◆ Try it: A bare number is the expected answer: the count of lines in the data holding "dead".

◆ Data for review:
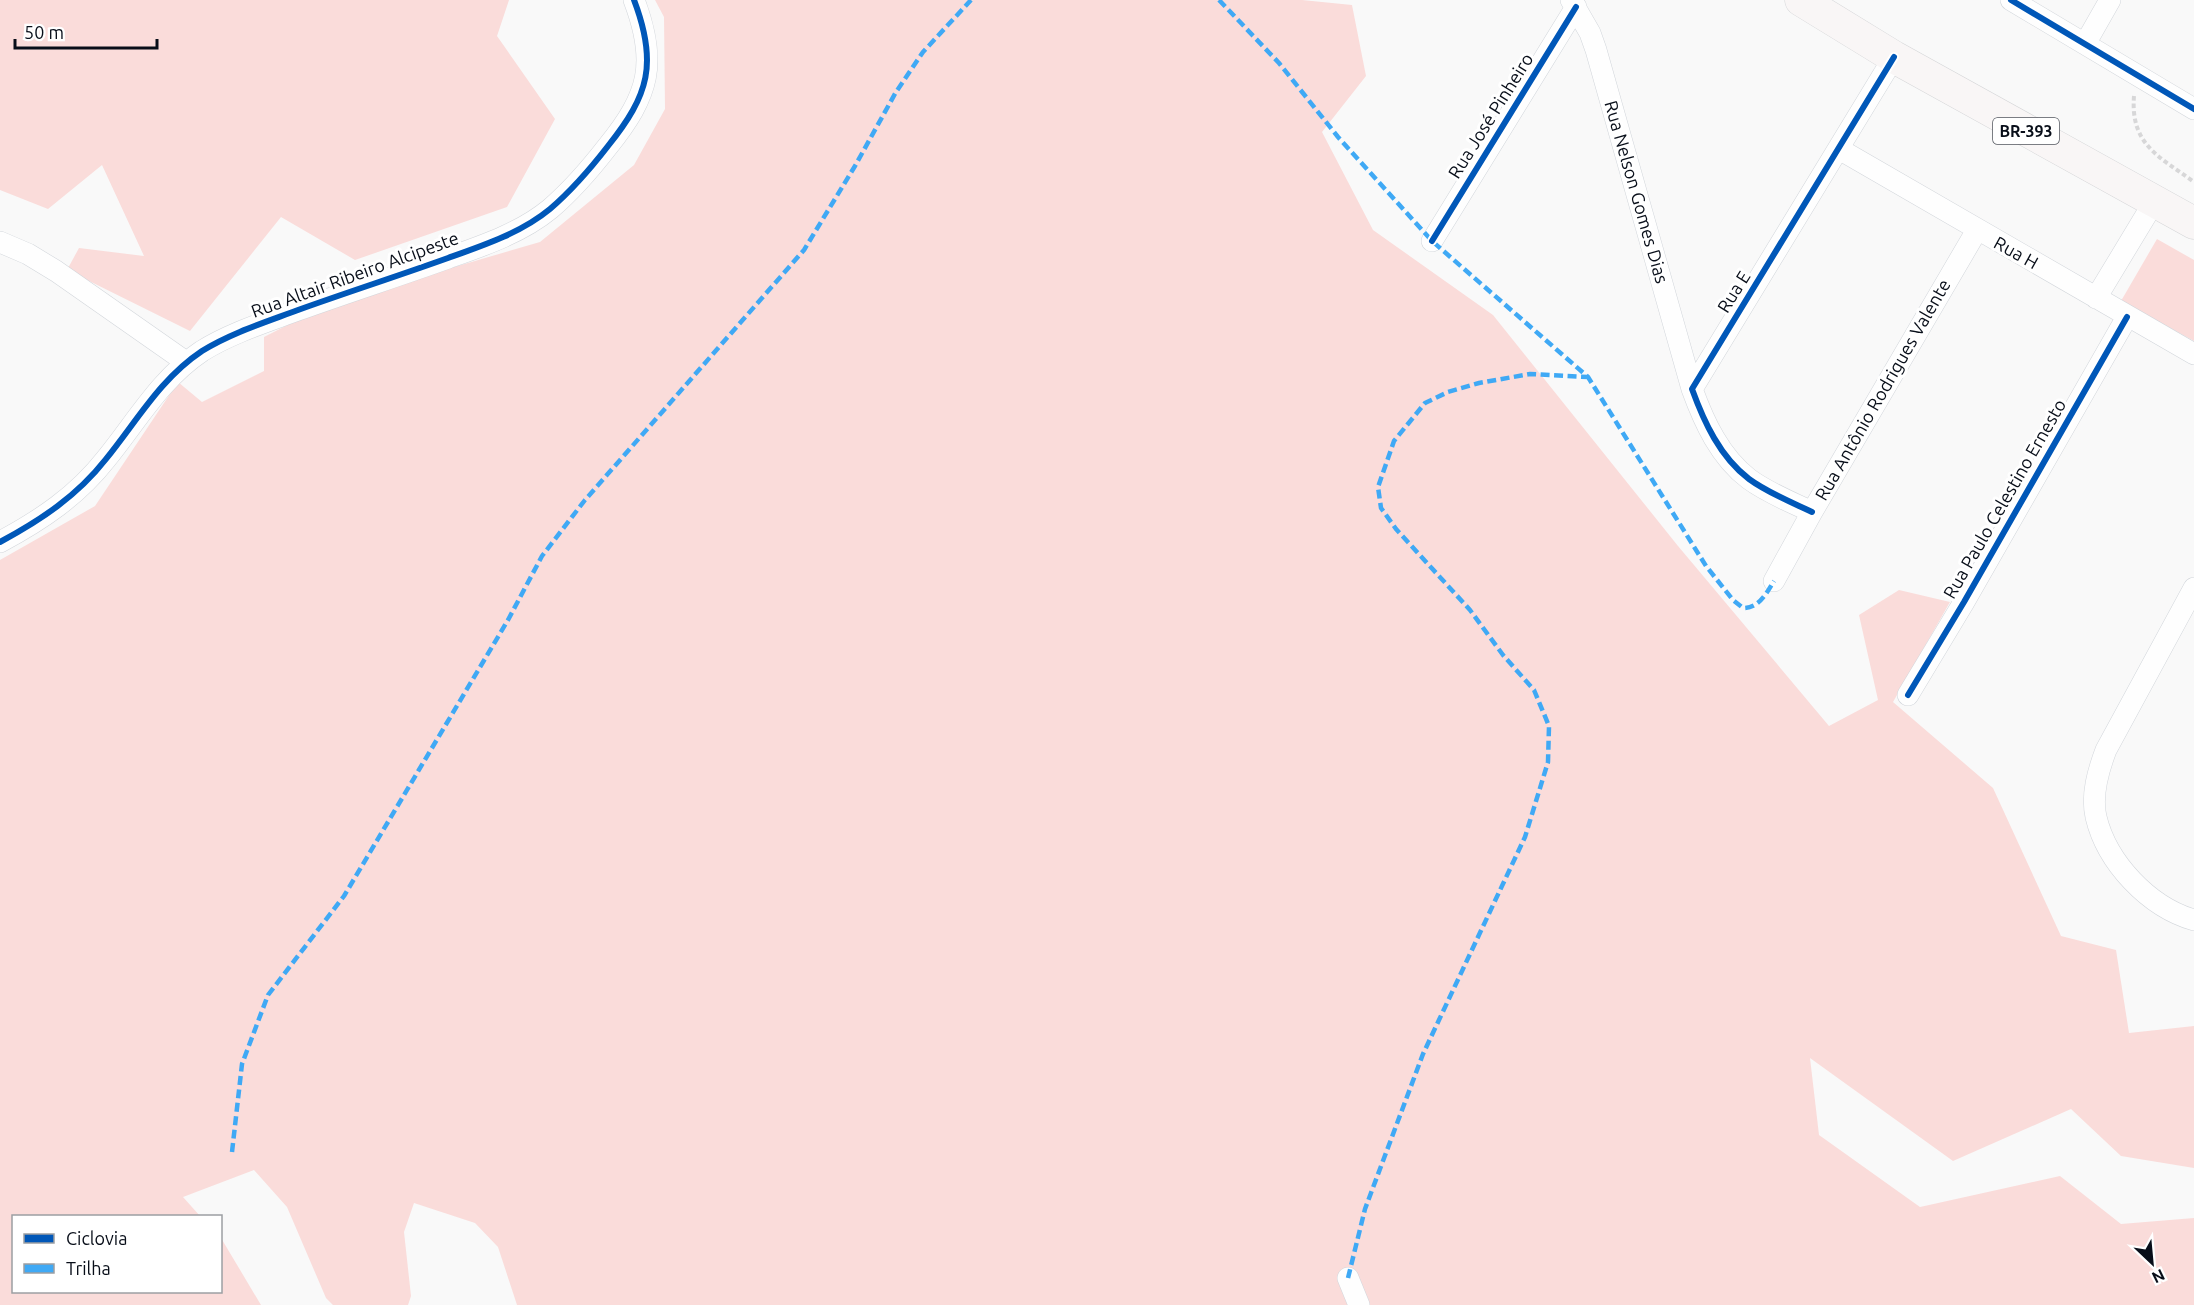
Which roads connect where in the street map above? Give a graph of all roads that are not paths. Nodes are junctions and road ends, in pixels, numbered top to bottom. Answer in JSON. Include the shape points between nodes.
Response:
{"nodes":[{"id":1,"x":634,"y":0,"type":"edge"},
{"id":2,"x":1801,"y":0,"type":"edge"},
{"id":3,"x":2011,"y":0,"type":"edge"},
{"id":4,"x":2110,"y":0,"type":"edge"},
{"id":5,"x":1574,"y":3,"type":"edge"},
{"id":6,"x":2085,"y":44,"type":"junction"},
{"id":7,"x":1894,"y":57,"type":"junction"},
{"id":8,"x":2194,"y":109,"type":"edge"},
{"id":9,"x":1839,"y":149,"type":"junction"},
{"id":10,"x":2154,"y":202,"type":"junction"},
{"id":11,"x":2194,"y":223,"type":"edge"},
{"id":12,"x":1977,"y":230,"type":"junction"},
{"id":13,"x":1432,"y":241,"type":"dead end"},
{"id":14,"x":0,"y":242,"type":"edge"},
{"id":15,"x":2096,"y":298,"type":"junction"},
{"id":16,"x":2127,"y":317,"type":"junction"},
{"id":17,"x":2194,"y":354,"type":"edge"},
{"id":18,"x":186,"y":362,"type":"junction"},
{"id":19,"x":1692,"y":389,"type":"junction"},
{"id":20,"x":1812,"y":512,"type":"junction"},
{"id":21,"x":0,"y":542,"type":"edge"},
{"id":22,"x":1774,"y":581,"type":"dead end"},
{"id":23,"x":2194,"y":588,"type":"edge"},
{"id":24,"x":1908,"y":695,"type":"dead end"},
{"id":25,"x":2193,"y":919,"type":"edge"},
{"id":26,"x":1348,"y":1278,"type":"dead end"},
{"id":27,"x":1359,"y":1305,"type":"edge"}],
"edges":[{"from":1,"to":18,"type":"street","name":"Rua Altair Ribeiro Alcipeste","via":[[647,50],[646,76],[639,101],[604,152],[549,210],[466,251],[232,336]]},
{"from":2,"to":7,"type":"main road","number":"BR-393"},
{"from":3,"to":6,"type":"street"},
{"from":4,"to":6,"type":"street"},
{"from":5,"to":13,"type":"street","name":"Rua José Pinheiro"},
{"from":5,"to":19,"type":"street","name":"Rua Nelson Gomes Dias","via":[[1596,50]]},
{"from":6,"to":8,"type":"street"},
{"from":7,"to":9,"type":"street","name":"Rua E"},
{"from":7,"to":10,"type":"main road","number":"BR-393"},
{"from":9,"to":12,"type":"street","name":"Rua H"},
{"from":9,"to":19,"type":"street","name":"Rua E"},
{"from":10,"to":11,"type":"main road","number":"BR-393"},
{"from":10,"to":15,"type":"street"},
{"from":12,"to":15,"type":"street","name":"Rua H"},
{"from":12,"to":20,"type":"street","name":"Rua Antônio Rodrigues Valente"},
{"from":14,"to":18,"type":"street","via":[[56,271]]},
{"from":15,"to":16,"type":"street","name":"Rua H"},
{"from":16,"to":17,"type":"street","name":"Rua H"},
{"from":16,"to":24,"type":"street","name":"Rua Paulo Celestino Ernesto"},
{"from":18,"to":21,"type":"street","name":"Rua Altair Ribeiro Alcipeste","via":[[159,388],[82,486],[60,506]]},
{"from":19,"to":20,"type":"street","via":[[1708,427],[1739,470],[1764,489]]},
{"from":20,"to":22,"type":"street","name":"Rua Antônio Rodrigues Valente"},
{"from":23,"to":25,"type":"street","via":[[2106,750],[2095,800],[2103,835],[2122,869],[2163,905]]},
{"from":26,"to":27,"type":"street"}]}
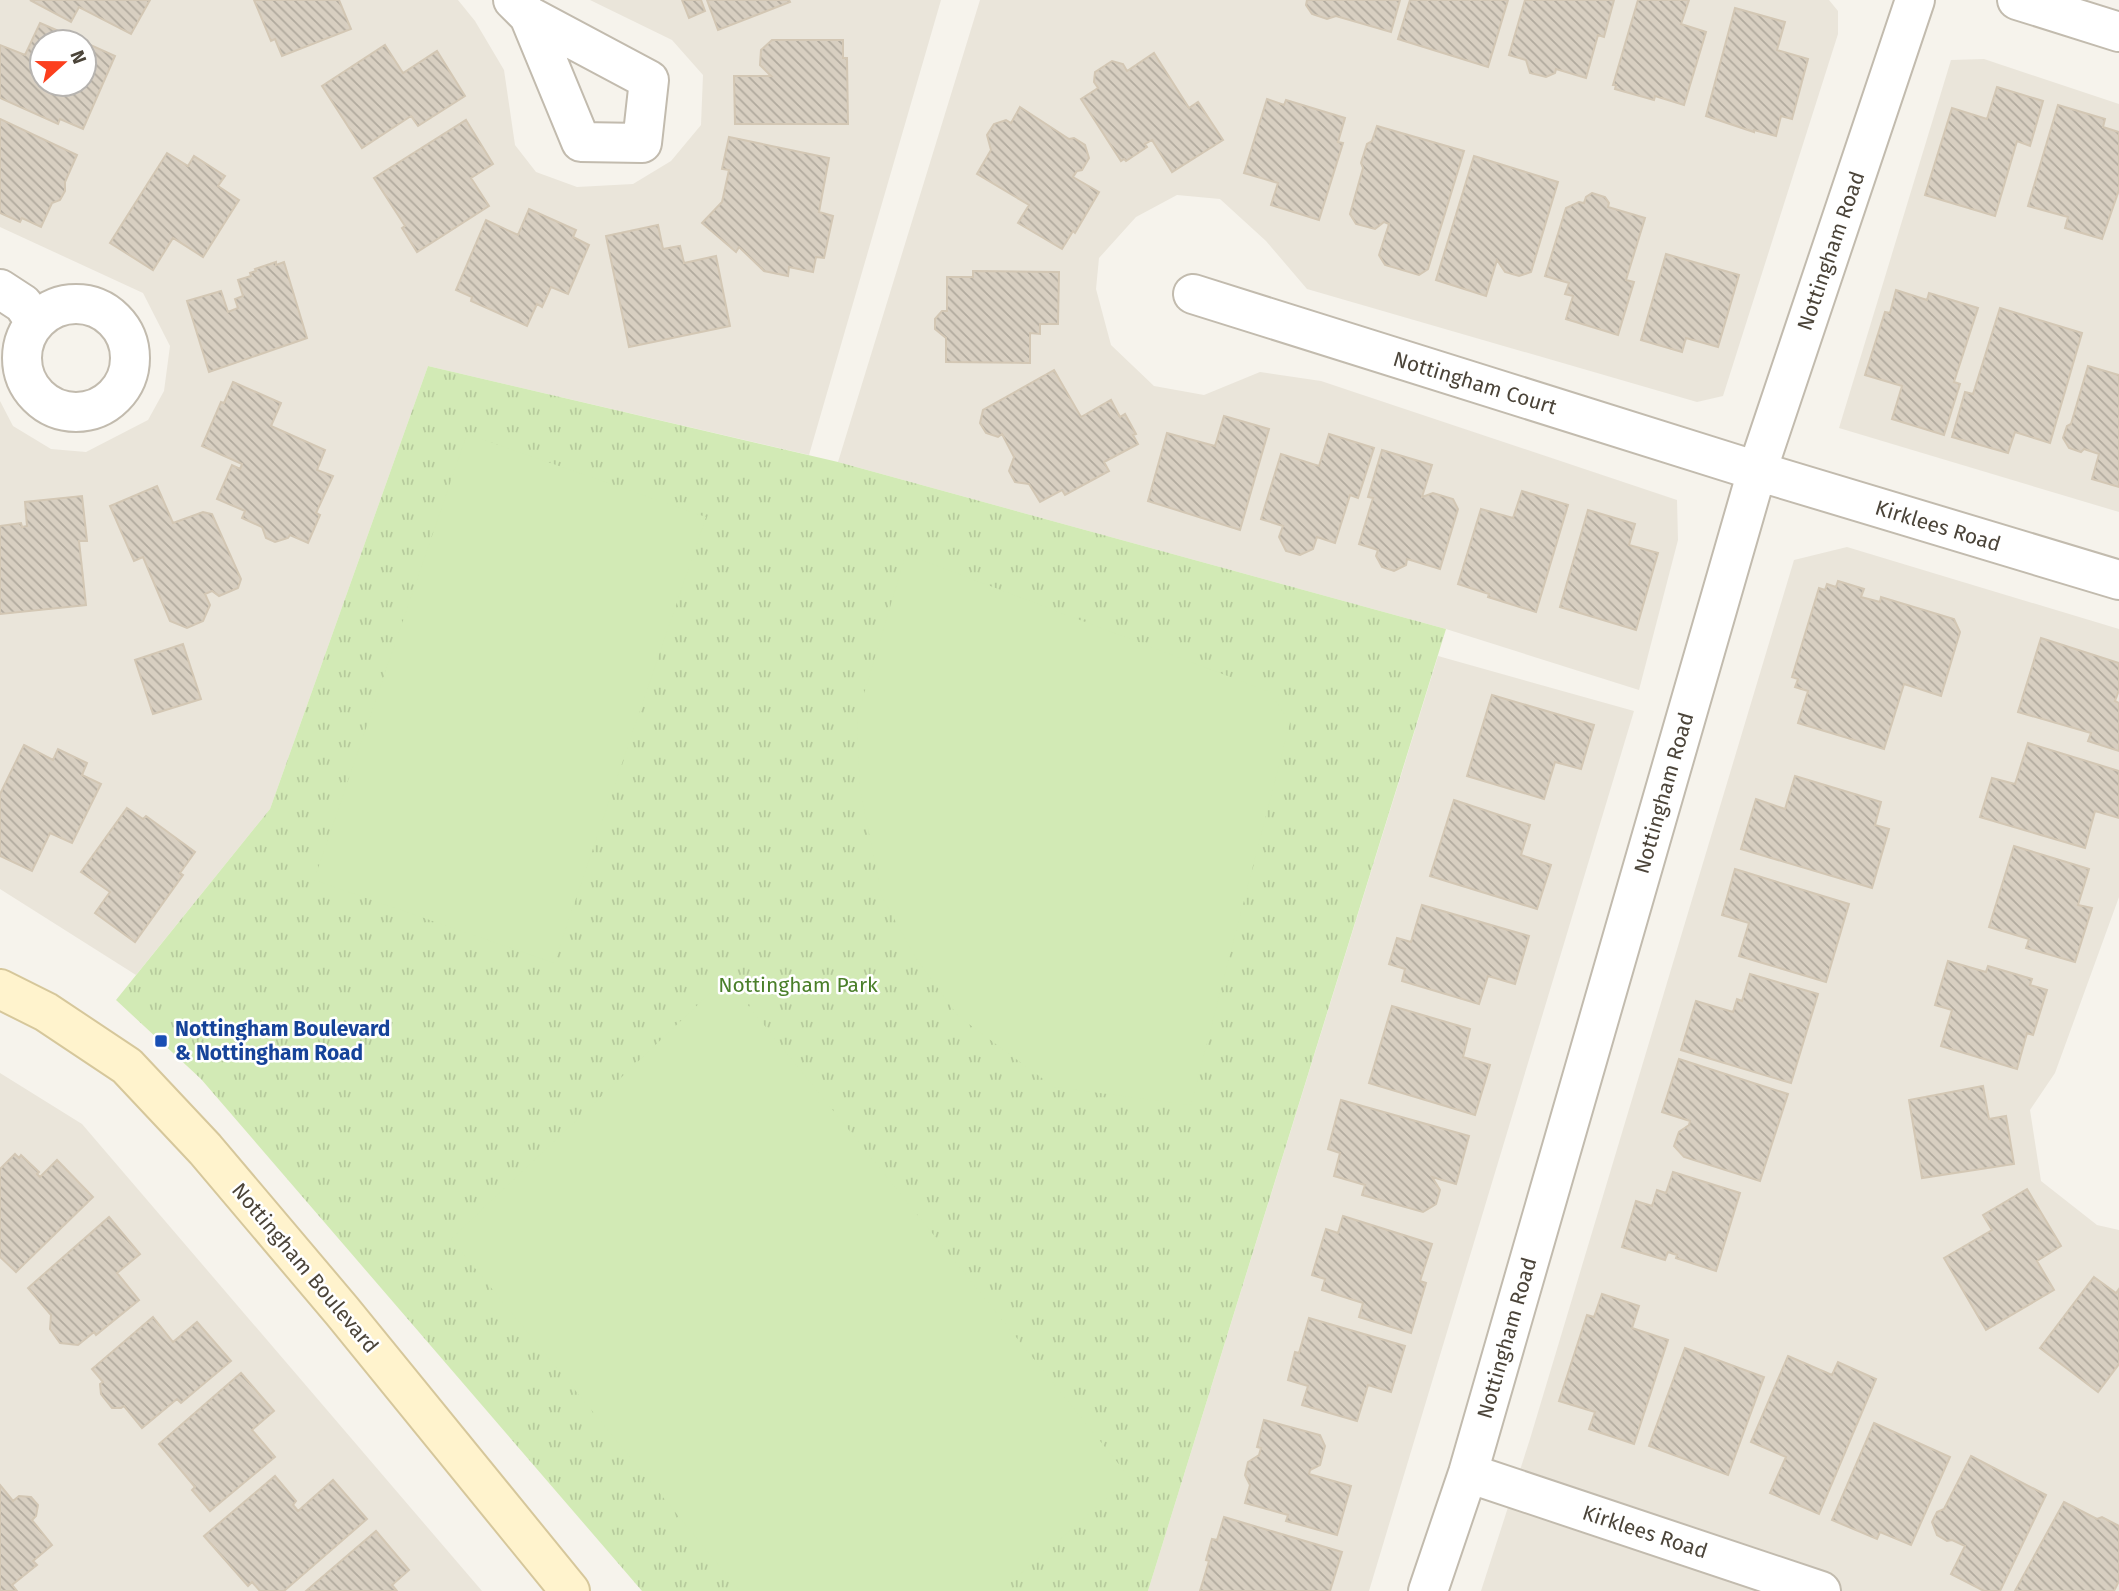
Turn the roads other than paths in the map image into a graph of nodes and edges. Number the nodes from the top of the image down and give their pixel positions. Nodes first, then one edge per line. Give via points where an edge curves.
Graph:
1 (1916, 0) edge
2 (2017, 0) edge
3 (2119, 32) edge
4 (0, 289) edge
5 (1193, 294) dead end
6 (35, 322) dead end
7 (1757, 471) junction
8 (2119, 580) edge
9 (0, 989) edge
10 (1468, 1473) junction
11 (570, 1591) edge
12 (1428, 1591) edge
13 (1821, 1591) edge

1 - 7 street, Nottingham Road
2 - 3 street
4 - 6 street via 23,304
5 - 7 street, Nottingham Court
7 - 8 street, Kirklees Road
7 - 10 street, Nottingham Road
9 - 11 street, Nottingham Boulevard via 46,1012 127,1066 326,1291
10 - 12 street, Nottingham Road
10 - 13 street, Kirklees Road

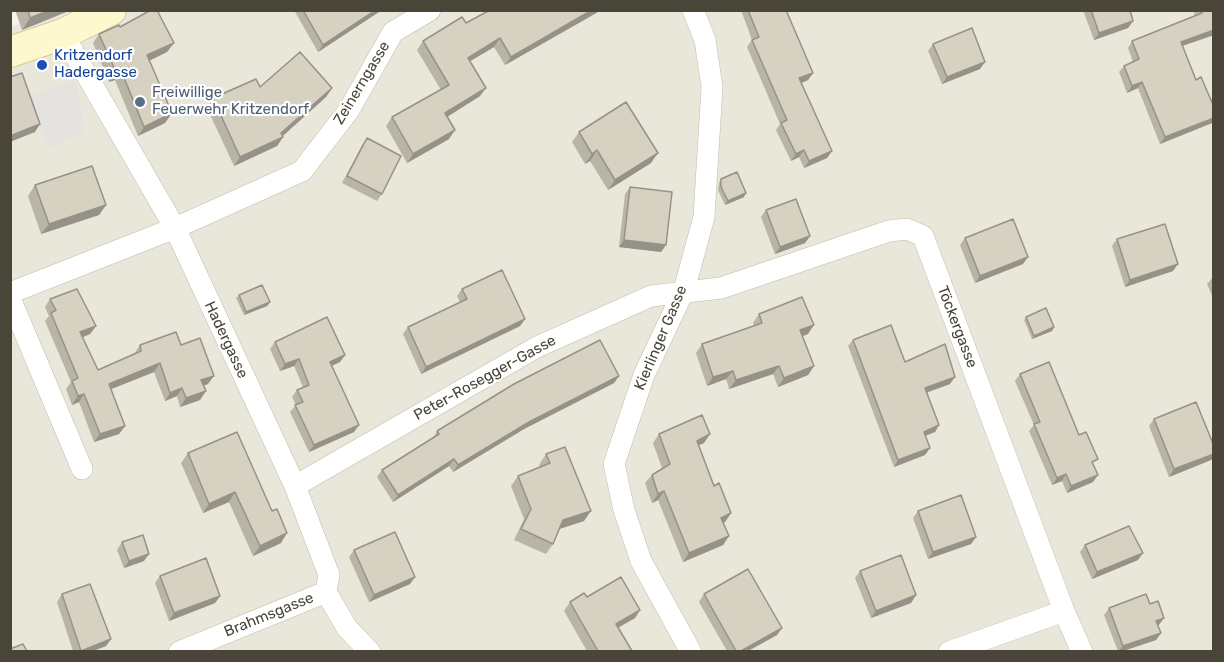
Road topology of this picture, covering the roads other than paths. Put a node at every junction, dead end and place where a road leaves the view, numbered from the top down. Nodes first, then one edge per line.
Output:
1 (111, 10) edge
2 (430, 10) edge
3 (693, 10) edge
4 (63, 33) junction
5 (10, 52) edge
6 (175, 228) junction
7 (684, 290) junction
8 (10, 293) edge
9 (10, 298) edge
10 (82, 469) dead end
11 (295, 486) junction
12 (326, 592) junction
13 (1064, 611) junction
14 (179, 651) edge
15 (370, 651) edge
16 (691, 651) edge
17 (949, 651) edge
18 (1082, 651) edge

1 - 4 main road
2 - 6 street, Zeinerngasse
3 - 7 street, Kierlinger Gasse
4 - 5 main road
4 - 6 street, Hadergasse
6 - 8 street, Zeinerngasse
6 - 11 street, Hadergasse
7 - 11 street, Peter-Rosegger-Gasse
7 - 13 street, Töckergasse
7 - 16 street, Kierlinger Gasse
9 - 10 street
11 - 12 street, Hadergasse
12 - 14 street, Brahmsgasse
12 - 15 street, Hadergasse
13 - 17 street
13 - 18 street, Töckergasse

◆ Exercise output: 8